Start of Data extract

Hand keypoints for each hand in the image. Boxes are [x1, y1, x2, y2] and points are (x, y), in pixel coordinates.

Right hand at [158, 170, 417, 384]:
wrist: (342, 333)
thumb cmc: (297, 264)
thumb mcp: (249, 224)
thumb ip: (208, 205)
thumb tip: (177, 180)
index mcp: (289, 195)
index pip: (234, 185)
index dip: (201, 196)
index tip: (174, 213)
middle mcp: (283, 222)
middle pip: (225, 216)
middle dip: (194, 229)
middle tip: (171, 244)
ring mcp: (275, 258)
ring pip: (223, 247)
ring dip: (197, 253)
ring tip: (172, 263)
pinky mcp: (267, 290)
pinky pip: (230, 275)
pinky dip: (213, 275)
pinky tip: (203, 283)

End of Data extract
Start of Data extract

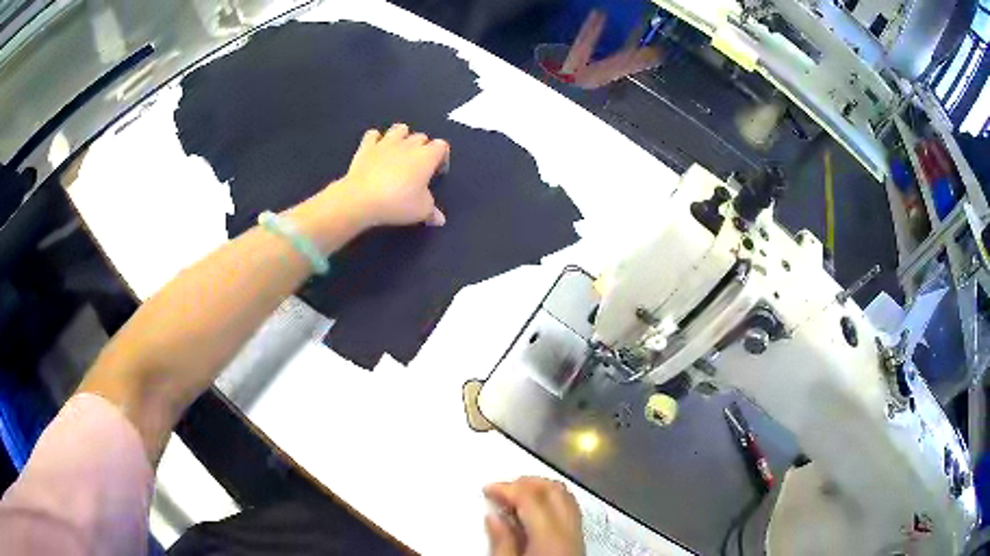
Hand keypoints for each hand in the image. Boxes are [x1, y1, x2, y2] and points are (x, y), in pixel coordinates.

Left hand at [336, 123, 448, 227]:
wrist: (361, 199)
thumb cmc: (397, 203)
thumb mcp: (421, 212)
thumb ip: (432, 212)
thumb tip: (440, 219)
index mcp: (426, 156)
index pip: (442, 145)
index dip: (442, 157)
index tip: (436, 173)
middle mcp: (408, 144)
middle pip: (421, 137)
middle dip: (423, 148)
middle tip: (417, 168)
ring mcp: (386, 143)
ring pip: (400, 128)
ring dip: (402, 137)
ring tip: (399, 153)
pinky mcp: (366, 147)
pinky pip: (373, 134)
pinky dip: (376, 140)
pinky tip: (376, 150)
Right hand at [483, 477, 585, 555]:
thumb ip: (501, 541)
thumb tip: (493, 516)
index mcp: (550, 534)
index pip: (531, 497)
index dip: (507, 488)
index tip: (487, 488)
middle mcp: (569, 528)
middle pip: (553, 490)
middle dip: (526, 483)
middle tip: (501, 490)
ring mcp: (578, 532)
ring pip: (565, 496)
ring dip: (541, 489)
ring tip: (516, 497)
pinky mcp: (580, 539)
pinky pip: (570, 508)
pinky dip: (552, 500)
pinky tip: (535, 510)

End of Data extract

*Exercise objective*: Would you retype exactly the lines above, from the line with "middle dip: (526, 483)" to the line with "pinky tip: (535, 510)", with both end lines kept and nothing more?

*Completed task*:
middle dip: (526, 483)
middle tip: (501, 490)
ring mcp: (578, 532)
ring pip: (565, 496)
ring dip: (541, 489)
ring tip: (516, 497)
pinky mcp: (580, 539)
pinky pip: (570, 508)
pinky dip: (552, 500)
pinky tip: (535, 510)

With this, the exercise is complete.